▶ [What this task involves] Your answer should be one number: the count of lines in the data below that include "Vesta".
BEGIN Records shown
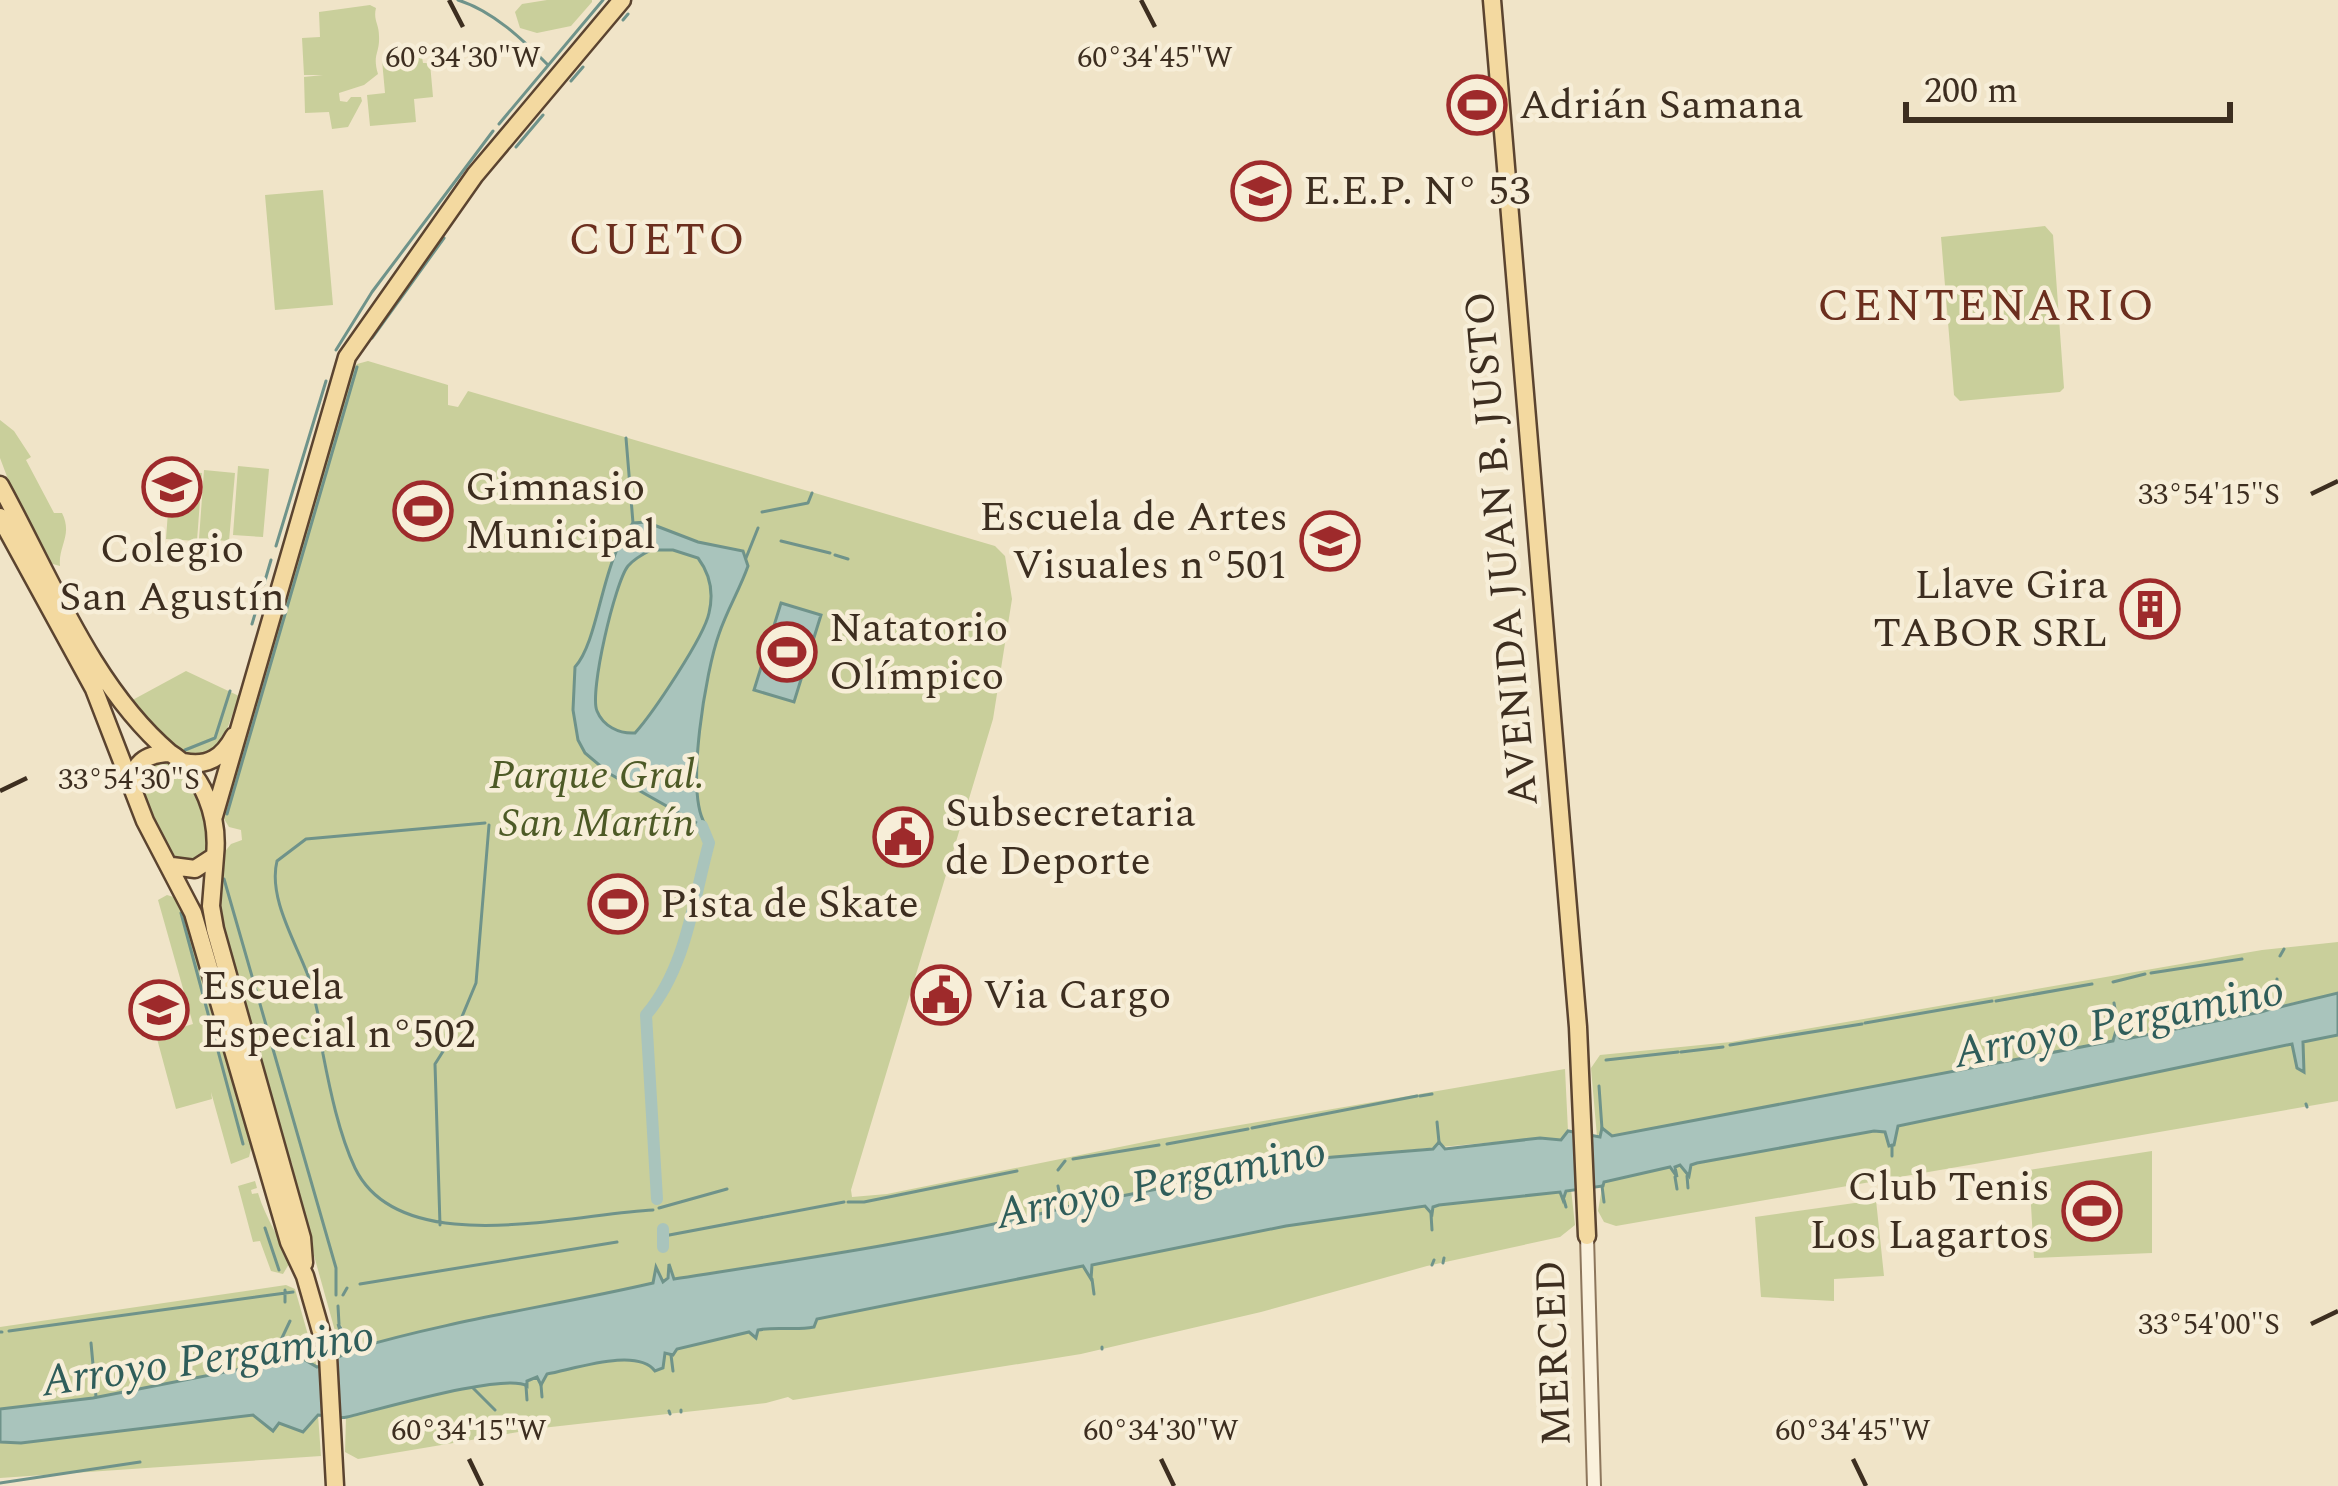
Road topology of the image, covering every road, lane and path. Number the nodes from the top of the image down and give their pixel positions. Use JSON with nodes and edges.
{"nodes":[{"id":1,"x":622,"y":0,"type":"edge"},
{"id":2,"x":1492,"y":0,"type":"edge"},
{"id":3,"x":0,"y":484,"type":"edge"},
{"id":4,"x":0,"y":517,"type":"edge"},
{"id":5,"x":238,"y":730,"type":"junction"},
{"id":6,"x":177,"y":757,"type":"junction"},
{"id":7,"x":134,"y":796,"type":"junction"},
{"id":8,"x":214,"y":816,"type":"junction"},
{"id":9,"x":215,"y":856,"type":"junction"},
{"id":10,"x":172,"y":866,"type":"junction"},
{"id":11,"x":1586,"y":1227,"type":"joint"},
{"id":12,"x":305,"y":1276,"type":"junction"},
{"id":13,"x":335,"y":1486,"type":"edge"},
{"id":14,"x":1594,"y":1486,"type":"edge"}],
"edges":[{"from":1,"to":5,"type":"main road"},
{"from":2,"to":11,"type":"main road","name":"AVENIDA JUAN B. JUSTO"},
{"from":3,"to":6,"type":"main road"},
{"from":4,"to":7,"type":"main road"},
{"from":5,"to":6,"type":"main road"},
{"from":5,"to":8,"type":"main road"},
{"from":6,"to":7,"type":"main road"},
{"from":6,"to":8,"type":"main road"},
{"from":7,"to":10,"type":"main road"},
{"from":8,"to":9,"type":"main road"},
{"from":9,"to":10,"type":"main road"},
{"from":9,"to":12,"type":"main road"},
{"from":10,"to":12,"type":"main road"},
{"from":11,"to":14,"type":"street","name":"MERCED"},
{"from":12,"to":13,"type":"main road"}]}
END Records shown
BEGIN Records shown
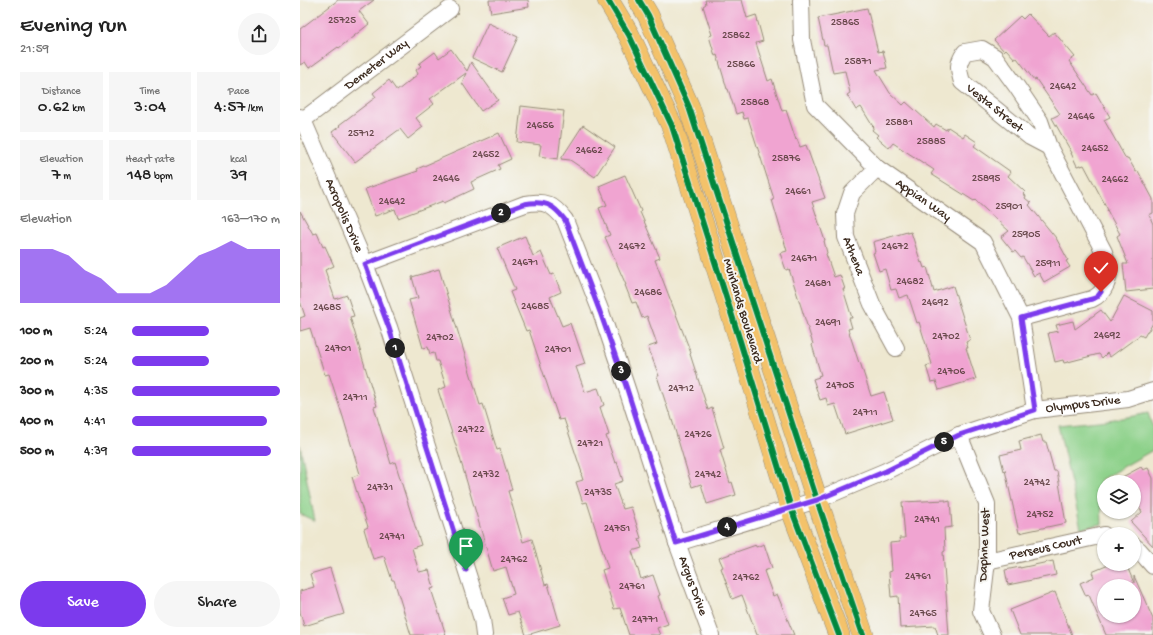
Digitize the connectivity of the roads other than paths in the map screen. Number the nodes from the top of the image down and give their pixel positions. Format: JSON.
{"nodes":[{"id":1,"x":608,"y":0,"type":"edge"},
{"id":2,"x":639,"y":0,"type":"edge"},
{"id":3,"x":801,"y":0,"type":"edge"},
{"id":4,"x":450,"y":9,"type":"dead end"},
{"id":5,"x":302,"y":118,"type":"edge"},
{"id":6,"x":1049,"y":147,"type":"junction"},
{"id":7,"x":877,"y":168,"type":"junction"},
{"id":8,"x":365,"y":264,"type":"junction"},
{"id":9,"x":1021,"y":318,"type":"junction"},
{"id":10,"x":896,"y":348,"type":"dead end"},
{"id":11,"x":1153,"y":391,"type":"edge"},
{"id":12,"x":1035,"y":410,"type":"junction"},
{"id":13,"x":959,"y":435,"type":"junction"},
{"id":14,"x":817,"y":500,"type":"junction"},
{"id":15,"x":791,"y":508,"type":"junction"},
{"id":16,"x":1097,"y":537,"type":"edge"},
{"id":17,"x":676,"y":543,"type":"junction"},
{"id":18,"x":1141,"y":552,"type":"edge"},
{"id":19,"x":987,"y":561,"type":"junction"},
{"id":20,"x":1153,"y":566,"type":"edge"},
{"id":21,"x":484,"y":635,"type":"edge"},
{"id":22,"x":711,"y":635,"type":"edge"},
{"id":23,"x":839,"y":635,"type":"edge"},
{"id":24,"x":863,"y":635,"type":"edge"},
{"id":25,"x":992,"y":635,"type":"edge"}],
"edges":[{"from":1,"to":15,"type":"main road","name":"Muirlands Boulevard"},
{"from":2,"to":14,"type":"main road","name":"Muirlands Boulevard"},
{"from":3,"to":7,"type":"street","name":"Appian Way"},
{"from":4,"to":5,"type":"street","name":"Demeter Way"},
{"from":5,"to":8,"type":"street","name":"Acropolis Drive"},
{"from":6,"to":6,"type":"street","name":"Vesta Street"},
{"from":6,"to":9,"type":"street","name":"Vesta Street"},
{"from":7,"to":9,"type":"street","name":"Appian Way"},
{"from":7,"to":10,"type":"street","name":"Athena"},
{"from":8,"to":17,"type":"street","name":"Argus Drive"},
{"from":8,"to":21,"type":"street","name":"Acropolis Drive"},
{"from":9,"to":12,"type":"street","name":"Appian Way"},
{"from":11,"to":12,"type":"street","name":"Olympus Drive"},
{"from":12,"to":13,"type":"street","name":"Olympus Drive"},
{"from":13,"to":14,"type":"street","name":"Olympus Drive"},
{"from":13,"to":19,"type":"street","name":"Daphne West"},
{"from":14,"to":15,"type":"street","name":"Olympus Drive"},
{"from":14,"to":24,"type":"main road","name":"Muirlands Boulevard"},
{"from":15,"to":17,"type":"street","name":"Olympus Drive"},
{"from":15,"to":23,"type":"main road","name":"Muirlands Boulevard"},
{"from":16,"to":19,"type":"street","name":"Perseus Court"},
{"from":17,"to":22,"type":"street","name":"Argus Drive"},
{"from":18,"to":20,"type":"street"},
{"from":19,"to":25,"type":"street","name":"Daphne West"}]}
END Records shown
▶ [Written answer] 2